**Task directions**
Below are records to transcribe exactly, without their pictures.

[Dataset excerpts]
● ● ● ● ● ● ●

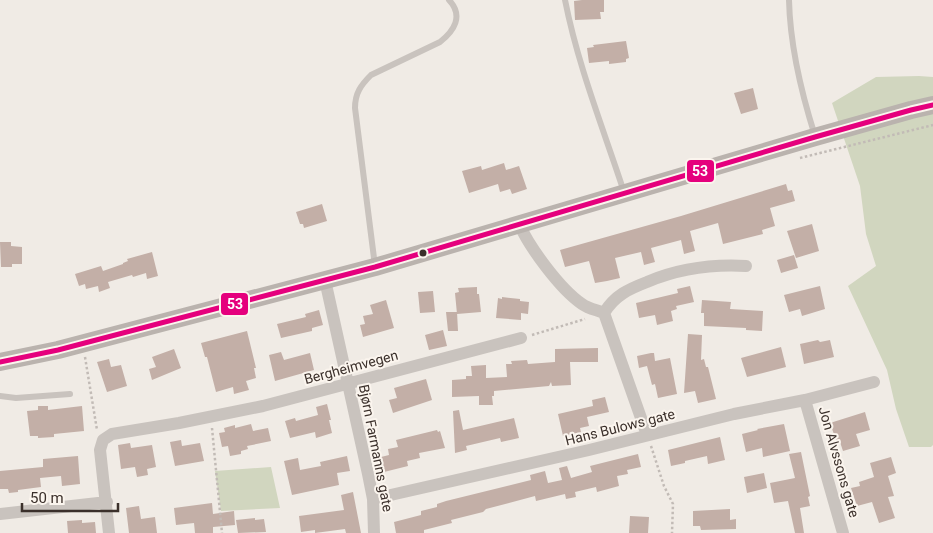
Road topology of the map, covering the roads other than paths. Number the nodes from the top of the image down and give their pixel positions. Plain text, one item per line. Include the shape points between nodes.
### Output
1 (449, 0) edge
2 (565, 0) edge
3 (789, 0) edge
4 (933, 106) edge
5 (815, 137) junction
6 (624, 193) junction
7 (519, 224) junction
8 (746, 266) dead end
9 (376, 267) junction
10 (325, 280) junction
11 (604, 313) junction
12 (521, 338) road end
13 (0, 362) edge
14 (874, 382) dead end
15 (348, 383) junction
16 (70, 394) dead end
17 (0, 396) edge
18 (805, 400) junction
19 (647, 435) junction
20 (373, 499) junction
21 (107, 502) junction
22 (0, 514) edge
23 (109, 533) edge
24 (374, 533) edge
25 (843, 533) edge

1 - 9 lane via 457,17 449,36 371,75 357,93 356,108
2 - 6 lane via 584,74
3 - 5 lane via 806,108
4 - 5 main road
5 - 6 main road
6 - 7 main road
7 - 9 main road
7 - 11 street via 533,249 573,296 591,309
8 - 11 street via 705,266 667,274 626,291 609,304
9 - 10 main road
10 - 13 main road via 58,350
10 - 15 street, Bjørn Farmanns gate
11 - 19 street
12 - 15 street, Bergheimvegen
14 - 18 street, Hans Bulows gate
15 - 20 street, Bjørn Farmanns gate
15 - 21 street, Bergheimvegen via 264,406 112,434 104,440 100,450
16 - 17 lane
18 - 19 street, Hans Bulows gate
18 - 25 street, Jon Alvssons gate
19 - 20 street, Hans Bulows gate
20 - 24 street, Bjørn Farmanns gate
21 - 22 street
21 - 23 street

● ● ● ● ● ● ●

**Task result**
Road topology of the map, covering the roads other than paths. Number the nodes from the top of the image down and give their pixel positions. Plain text, one item per line. Include the shape points between nodes.
### Output
1 (449, 0) edge
2 (565, 0) edge
3 (789, 0) edge
4 (933, 106) edge
5 (815, 137) junction
6 (624, 193) junction
7 (519, 224) junction
8 (746, 266) dead end
9 (376, 267) junction
10 (325, 280) junction
11 (604, 313) junction
12 (521, 338) road end
13 (0, 362) edge
14 (874, 382) dead end
15 (348, 383) junction
16 (70, 394) dead end
17 (0, 396) edge
18 (805, 400) junction
19 (647, 435) junction
20 (373, 499) junction
21 (107, 502) junction
22 (0, 514) edge
23 (109, 533) edge
24 (374, 533) edge
25 (843, 533) edge

1 - 9 lane via 457,17 449,36 371,75 357,93 356,108
2 - 6 lane via 584,74
3 - 5 lane via 806,108
4 - 5 main road
5 - 6 main road
6 - 7 main road
7 - 9 main road
7 - 11 street via 533,249 573,296 591,309
8 - 11 street via 705,266 667,274 626,291 609,304
9 - 10 main road
10 - 13 main road via 58,350
10 - 15 street, Bjørn Farmanns gate
11 - 19 street
12 - 15 street, Bergheimvegen
14 - 18 street, Hans Bulows gate
15 - 20 street, Bjørn Farmanns gate
15 - 21 street, Bergheimvegen via 264,406 112,434 104,440 100,450
16 - 17 lane
18 - 19 street, Hans Bulows gate
18 - 25 street, Jon Alvssons gate
19 - 20 street, Hans Bulows gate
20 - 24 street, Bjørn Farmanns gate
21 - 22 street
21 - 23 street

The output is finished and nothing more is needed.